Harvard, one of many universities under fire for its treatment of pro-Palestinian protesters on campus, announced on Tuesday that it is moving toward public neutrality—a position already adopted earlier this year at Columbia. The decision is intended to protect free speech on campus, but some critics don't consider the move altogether sincere.

  • What it means: The Massachusetts university and its leaders will not "issue official statements about public matters that do not directly affect the university's core function." That was the recommendation of a faculty working group formed in April to determine whether the school should continue to publicly comment on "salient issues," and Harvard said it would adopt the recommendation.

  • How it looks elsewhere: The University of Chicago similarly refuses to make any public statements on policy issues, but the Guardian reports that when it recently called police to pro-Palestinian encampments on campus, some took that as the school taking a public stance on the issue of the Israel-Hamas war.
  • Questioning Harvard's sincerity: Critics have pointed out that Harvard has a financial stake in the war. "Harvard declares itself neutral with respect to political affairs, while actively investing in arms manufacturers and continuing with its myriad contracts with Israel and the US military," one Harvard PhD candidate posted on X.
  • Not neutral: The Harvard Crimson says that, while the guidelines bring the university closer in line with schools that have adopted institutional neutrality, Harvard is not technically neutral. "Our report argues that the University is fundamentally committed to a non-neutral set of values specifically, getting to the truth by experiment, open inquiry, and debate," says a co-chair of the working group report. "The University is regularly under attack today, as truth itself is under attack. This report says the University should not be neutral in that important matter of the future of universities."

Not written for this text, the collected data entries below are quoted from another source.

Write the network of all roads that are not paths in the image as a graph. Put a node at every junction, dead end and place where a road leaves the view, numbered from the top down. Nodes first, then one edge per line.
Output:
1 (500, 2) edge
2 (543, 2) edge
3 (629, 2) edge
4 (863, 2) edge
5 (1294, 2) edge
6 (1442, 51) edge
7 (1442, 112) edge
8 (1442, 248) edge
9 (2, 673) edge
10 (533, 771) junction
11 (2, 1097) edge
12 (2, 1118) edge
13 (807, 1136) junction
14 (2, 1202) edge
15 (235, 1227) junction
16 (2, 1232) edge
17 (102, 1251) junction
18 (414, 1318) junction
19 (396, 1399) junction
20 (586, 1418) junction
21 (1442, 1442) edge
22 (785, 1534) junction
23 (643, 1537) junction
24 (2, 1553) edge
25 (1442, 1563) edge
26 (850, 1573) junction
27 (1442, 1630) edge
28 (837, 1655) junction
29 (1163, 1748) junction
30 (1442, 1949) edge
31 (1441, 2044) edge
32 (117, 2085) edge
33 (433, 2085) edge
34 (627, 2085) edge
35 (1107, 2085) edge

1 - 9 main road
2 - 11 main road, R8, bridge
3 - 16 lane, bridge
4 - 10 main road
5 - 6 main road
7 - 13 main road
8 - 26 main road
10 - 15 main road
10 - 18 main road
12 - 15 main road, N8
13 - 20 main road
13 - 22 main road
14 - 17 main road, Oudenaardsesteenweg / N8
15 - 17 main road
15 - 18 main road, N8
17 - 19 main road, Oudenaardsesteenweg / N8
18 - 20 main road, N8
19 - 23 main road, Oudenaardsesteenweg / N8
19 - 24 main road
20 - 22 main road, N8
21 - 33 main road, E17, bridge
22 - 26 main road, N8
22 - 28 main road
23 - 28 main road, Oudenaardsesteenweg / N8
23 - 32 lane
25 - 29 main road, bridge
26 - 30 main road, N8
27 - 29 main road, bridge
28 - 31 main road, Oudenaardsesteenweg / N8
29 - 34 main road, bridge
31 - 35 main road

  • As for those investments: The Crimson notes the report does not mention investment or divestment decisions, a core issue for many pro-Palestinian protesters at the school. The co-chair says the report's recommendations on Harvard's "institutional voice" do not dictate an answer to the question of what it should do about its investments, and that the group did not consider financial decisions to be the same as a "statement in words" made by the university.